● PROBLEM TO SOLVE: Retype the listing below, keeping every line the same.

SUPPLIED RECORDS below:

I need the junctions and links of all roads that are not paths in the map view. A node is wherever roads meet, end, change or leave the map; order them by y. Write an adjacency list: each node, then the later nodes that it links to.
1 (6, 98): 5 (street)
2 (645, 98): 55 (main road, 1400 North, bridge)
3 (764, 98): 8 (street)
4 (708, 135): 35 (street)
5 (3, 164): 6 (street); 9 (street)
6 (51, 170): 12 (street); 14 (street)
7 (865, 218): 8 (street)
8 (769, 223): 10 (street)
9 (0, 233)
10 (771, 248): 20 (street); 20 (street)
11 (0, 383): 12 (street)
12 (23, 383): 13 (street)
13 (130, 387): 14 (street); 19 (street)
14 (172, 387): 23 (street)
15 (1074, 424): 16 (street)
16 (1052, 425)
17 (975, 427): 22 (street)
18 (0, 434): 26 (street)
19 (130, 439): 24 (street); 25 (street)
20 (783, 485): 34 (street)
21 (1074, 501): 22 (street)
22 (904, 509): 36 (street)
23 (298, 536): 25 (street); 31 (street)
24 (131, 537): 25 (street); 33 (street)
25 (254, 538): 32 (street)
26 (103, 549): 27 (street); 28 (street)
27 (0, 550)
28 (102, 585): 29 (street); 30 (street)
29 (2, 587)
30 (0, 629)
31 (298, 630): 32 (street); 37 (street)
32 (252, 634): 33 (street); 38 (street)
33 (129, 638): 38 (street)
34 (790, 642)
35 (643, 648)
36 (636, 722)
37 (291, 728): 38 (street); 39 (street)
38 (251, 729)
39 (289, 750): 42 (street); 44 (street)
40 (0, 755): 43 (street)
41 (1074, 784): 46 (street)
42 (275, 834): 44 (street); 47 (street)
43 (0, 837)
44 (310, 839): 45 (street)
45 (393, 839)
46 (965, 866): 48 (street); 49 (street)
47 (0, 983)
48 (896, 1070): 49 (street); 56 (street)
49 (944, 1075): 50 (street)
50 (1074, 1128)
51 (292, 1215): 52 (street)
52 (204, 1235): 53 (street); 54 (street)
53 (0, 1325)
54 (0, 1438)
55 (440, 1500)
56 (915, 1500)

End of SUPPLIED RECORDS.

● ANSWER SECTION:
I need the junctions and links of all roads that are not paths in the map view. A node is wherever roads meet, end, change or leave the map; order them by y. Write an adjacency list: each node, then the later nodes that it links to.
1 (6, 98): 5 (street)
2 (645, 98): 55 (main road, 1400 North, bridge)
3 (764, 98): 8 (street)
4 (708, 135): 35 (street)
5 (3, 164): 6 (street); 9 (street)
6 (51, 170): 12 (street); 14 (street)
7 (865, 218): 8 (street)
8 (769, 223): 10 (street)
9 (0, 233)
10 (771, 248): 20 (street); 20 (street)
11 (0, 383): 12 (street)
12 (23, 383): 13 (street)
13 (130, 387): 14 (street); 19 (street)
14 (172, 387): 23 (street)
15 (1074, 424): 16 (street)
16 (1052, 425)
17 (975, 427): 22 (street)
18 (0, 434): 26 (street)
19 (130, 439): 24 (street); 25 (street)
20 (783, 485): 34 (street)
21 (1074, 501): 22 (street)
22 (904, 509): 36 (street)
23 (298, 536): 25 (street); 31 (street)
24 (131, 537): 25 (street); 33 (street)
25 (254, 538): 32 (street)
26 (103, 549): 27 (street); 28 (street)
27 (0, 550)
28 (102, 585): 29 (street); 30 (street)
29 (2, 587)
30 (0, 629)
31 (298, 630): 32 (street); 37 (street)
32 (252, 634): 33 (street); 38 (street)
33 (129, 638): 38 (street)
34 (790, 642)
35 (643, 648)
36 (636, 722)
37 (291, 728): 38 (street); 39 (street)
38 (251, 729)
39 (289, 750): 42 (street); 44 (street)
40 (0, 755): 43 (street)
41 (1074, 784): 46 (street)
42 (275, 834): 44 (street); 47 (street)
43 (0, 837)
44 (310, 839): 45 (street)
45 (393, 839)
46 (965, 866): 48 (street); 49 (street)
47 (0, 983)
48 (896, 1070): 49 (street); 56 (street)
49 (944, 1075): 50 (street)
50 (1074, 1128)
51 (292, 1215): 52 (street)
52 (204, 1235): 53 (street); 54 (street)
53 (0, 1325)
54 (0, 1438)
55 (440, 1500)
56 (915, 1500)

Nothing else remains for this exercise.